Neural Encoding of Music and Speech

Investigating subcortical and cortical neural encoding of the acoustics of music and speech from human listeners

The first publication of this project is out!

Check out here:


Shan, T., Cappelloni, M.S. & Maddox, R.K. Subcortical responses to music and speech are alike while cortical responses diverge. Sci Rep 14, 789 (2024). https://doi.org/10.1038/s41598-023-50438-0


The first part of the project is to develop a robust method that can derive human subcortical response from continuous naturalistic music that has never been done successfully before. Explore and compare the subcortical encoding between music and speech using the new method.

Key Findings

  • We developed a novel method to derive human auditory brainstem response (ABR) to continuous naturalistic sounds, based on deconvolution paradigm. In our new method, we used a physiological regressor, the modeled auditory nerve firing rate from a detialed computational auditory periphery model.
  • This method improve the current auditory brainstem response derivation a ton, and can be generalized to all different types of natural sounds.
  • We used quantitative metrics such as the response SNR, prediction accuracy, and spectral coherence, to determine the reliability and robustness of our new developed method. Our new methods is also very efficient in time.
  • With our new method, we found there is no appreciable impact of stimulus class (i.e., music vs speech) on the way stimulus acoustics are encoded subcortically. Our new analysis method also resulted in cortical music and speech responses becoming more similar but with remaining differences.
General music- and speech-evoked ABR waveforms using the ANM regressor.

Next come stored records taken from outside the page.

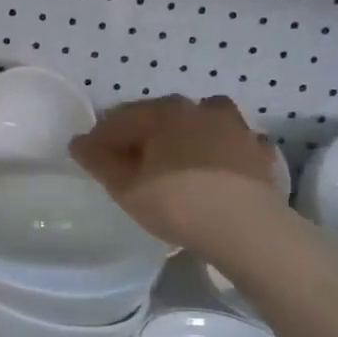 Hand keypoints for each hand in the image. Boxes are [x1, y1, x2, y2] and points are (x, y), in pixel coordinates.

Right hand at [70, 95, 286, 251]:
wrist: (246, 227)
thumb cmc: (175, 203)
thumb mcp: (124, 187)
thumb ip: (98, 161)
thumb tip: (78, 142)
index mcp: (163, 112)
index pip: (120, 118)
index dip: (101, 138)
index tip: (91, 158)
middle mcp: (200, 109)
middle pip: (160, 116)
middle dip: (142, 135)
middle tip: (129, 164)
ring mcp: (235, 127)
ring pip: (201, 123)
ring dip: (185, 136)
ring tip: (176, 162)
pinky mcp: (259, 151)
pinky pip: (232, 145)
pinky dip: (221, 152)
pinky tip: (217, 170)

please refer to the publication for more details!

Data available at openneuro ;code available at github.


The second part of this project is to quantitatively compare our newly developed method with other method using deconvolution paradigm, where we aim to help guide decisions on what approach to choose when deriving ABRs from natural speech and other natural sounds.

The results is published in a conference poster but the final paper is coming soon!